## Given information:
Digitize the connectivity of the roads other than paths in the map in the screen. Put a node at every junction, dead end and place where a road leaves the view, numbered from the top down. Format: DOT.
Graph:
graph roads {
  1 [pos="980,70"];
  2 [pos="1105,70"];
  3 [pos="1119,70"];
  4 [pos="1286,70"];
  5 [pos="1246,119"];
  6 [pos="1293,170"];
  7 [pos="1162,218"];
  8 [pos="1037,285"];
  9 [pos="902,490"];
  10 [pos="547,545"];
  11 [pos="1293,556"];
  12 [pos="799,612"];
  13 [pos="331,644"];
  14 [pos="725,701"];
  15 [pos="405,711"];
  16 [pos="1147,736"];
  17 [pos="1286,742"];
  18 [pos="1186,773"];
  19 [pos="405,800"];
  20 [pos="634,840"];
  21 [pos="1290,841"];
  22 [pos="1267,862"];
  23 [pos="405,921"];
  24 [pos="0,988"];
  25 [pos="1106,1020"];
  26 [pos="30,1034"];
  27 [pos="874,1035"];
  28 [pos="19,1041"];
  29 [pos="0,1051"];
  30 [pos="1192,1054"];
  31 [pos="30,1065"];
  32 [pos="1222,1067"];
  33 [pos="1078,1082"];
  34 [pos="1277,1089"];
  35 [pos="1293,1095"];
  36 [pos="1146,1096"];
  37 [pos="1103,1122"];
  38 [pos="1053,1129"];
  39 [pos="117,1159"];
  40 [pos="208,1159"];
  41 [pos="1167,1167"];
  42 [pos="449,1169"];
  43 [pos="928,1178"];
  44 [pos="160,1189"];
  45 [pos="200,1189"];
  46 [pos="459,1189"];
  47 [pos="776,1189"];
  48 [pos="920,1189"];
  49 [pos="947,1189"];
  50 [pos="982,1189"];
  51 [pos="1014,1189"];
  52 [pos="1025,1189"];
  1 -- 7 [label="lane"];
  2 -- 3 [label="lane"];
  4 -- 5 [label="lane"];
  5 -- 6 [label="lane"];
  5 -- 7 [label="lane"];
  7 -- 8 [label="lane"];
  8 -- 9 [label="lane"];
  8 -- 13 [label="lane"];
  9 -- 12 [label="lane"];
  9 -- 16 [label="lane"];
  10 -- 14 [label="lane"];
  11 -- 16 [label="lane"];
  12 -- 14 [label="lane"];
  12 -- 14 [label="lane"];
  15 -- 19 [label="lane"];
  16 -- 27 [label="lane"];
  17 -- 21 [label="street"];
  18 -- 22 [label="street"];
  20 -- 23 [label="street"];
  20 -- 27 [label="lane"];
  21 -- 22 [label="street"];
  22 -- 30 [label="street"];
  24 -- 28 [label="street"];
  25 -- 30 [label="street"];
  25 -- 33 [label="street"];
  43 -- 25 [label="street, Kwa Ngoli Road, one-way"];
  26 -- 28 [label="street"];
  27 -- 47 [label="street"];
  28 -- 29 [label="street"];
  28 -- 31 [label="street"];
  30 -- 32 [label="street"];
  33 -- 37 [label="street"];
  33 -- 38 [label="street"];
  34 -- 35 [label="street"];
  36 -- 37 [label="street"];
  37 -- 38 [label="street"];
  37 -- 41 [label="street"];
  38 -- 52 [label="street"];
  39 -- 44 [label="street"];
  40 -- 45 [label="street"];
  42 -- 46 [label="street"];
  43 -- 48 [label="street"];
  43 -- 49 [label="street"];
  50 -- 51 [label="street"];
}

## Exercise requirements:
Every record must be transcribed exactly, with no line skipped.

## Completed task:
Digitize the connectivity of the roads other than paths in the map in the screen. Put a node at every junction, dead end and place where a road leaves the view, numbered from the top down. Format: DOT.
Graph:
graph roads {
  1 [pos="980,70"];
  2 [pos="1105,70"];
  3 [pos="1119,70"];
  4 [pos="1286,70"];
  5 [pos="1246,119"];
  6 [pos="1293,170"];
  7 [pos="1162,218"];
  8 [pos="1037,285"];
  9 [pos="902,490"];
  10 [pos="547,545"];
  11 [pos="1293,556"];
  12 [pos="799,612"];
  13 [pos="331,644"];
  14 [pos="725,701"];
  15 [pos="405,711"];
  16 [pos="1147,736"];
  17 [pos="1286,742"];
  18 [pos="1186,773"];
  19 [pos="405,800"];
  20 [pos="634,840"];
  21 [pos="1290,841"];
  22 [pos="1267,862"];
  23 [pos="405,921"];
  24 [pos="0,988"];
  25 [pos="1106,1020"];
  26 [pos="30,1034"];
  27 [pos="874,1035"];
  28 [pos="19,1041"];
  29 [pos="0,1051"];
  30 [pos="1192,1054"];
  31 [pos="30,1065"];
  32 [pos="1222,1067"];
  33 [pos="1078,1082"];
  34 [pos="1277,1089"];
  35 [pos="1293,1095"];
  36 [pos="1146,1096"];
  37 [pos="1103,1122"];
  38 [pos="1053,1129"];
  39 [pos="117,1159"];
  40 [pos="208,1159"];
  41 [pos="1167,1167"];
  42 [pos="449,1169"];
  43 [pos="928,1178"];
  44 [pos="160,1189"];
  45 [pos="200,1189"];
  46 [pos="459,1189"];
  47 [pos="776,1189"];
  48 [pos="920,1189"];
  49 [pos="947,1189"];
  50 [pos="982,1189"];
  51 [pos="1014,1189"];
  52 [pos="1025,1189"];
  1 -- 7 [label="lane"];
  2 -- 3 [label="lane"];
  4 -- 5 [label="lane"];
  5 -- 6 [label="lane"];
  5 -- 7 [label="lane"];
  7 -- 8 [label="lane"];
  8 -- 9 [label="lane"];
  8 -- 13 [label="lane"];
  9 -- 12 [label="lane"];
  9 -- 16 [label="lane"];
  10 -- 14 [label="lane"];
  11 -- 16 [label="lane"];
  12 -- 14 [label="lane"];
  12 -- 14 [label="lane"];
  15 -- 19 [label="lane"];
  16 -- 27 [label="lane"];
  17 -- 21 [label="street"];
  18 -- 22 [label="street"];
  20 -- 23 [label="street"];
  20 -- 27 [label="lane"];
  21 -- 22 [label="street"];
  22 -- 30 [label="street"];
  24 -- 28 [label="street"];
  25 -- 30 [label="street"];
  25 -- 33 [label="street"];
  43 -- 25 [label="street, Kwa Ngoli Road, one-way"];
  26 -- 28 [label="street"];
  27 -- 47 [label="street"];
  28 -- 29 [label="street"];
  28 -- 31 [label="street"];
  30 -- 32 [label="street"];
  33 -- 37 [label="street"];
  33 -- 38 [label="street"];
  34 -- 35 [label="street"];
  36 -- 37 [label="street"];
  37 -- 38 [label="street"];
  37 -- 41 [label="street"];
  38 -- 52 [label="street"];
  39 -- 44 [label="street"];
  40 -- 45 [label="street"];
  42 -- 46 [label="street"];
  43 -- 48 [label="street"];
  43 -- 49 [label="street"];
  50 -- 51 [label="street"];
}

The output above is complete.